Ao entrarem no elevador, Larissa Rocha apertou o botão do décimo sétimo andar.
Sérgio Baptista observou o perfil claro e vibrante dela.
— Você veio aqui muitas vezes antes e nunca pediu para vê-lo.
— Por que quis vê-lo hoje?
Larissa Rocha baixou os cílios.
— Preciso de um motivo para querer ver uma pessoa?
— Não precisa?
— Para mim, não. Deu vontade... eu apenas quis ver.
Larissa Rocha disse isso e sorriu de forma extremamente sutil.
Embora fosse uma mulher forte até a alma, naquele momento, Sérgio Baptista sentiu uma fragilidade emanando dela.
Ele colocou a mão no ombro dela.
Não sendo o suficiente, ele a puxou para um abraço.
Mas, mesmo com ela encostada docilmente nele, ele ainda sentia uma irritação indescritível.
Um homem que Larissa Rocha não conseguia esquecer.
Ele se lembrou daquele rosto sereno e nobre na fotografia, e a irritação silenciosamente se transformou em ciúmes.
Ao chegarem ao quarto, vendo o rosto no leito, magro a ponto de perder a forma humana, Sérgio Baptista ficou paralisado por um segundo.
Usando uma máscara de oxigênio, esquelético e com os olhos fechados.
O homem na cama estava absurdamente magro; já não havia qualquer semelhança com a foto que ele vira.
Larissa Rocha sentou-se à beira da cama.
Sem dizer uma palavra, abriu um lenço umedecido antisséptico e limpou as próprias mãos lentamente.
Em seguida, segurou a mão de Jaime Lobato e a limpou devagar, repetidas vezes.
Ela não disse uma única palavra o tempo todo.
Apenas observou em silêncio, sem demonstrar qualquer tristeza no rosto, mantendo-se muda.

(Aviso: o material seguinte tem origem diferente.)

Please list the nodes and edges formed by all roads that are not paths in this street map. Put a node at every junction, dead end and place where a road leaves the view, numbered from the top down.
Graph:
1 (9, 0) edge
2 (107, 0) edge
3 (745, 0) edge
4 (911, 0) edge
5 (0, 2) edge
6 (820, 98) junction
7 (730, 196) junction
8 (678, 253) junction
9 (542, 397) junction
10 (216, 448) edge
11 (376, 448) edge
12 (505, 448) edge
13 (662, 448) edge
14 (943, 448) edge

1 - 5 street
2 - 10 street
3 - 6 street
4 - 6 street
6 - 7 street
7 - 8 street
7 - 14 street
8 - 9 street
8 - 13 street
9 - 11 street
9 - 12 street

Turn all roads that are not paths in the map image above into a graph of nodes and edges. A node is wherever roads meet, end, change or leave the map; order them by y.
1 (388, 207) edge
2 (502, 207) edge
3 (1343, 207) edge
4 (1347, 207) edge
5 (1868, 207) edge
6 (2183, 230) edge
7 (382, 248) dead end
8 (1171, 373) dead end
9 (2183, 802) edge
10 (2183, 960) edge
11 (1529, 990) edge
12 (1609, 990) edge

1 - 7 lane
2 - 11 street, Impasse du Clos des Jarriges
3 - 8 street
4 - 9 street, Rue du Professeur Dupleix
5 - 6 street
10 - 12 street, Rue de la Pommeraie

Apesar do silêncio, Sérgio Baptista sentiu uma emoção intensa.
Tão densa que o deixou com raiva.
Larissa Rocha ficou apenas dez minutos e foi embora.
Antes de sair, trocou a água do vaso de flores na mesa de cabeceira.
Ao olhar para aquele buquê de rosas cor-de-rosa, Sérgio Baptista finalmente fechou a cara.
Depois de saírem do hospital, ele não disse nada até chegarem em casa.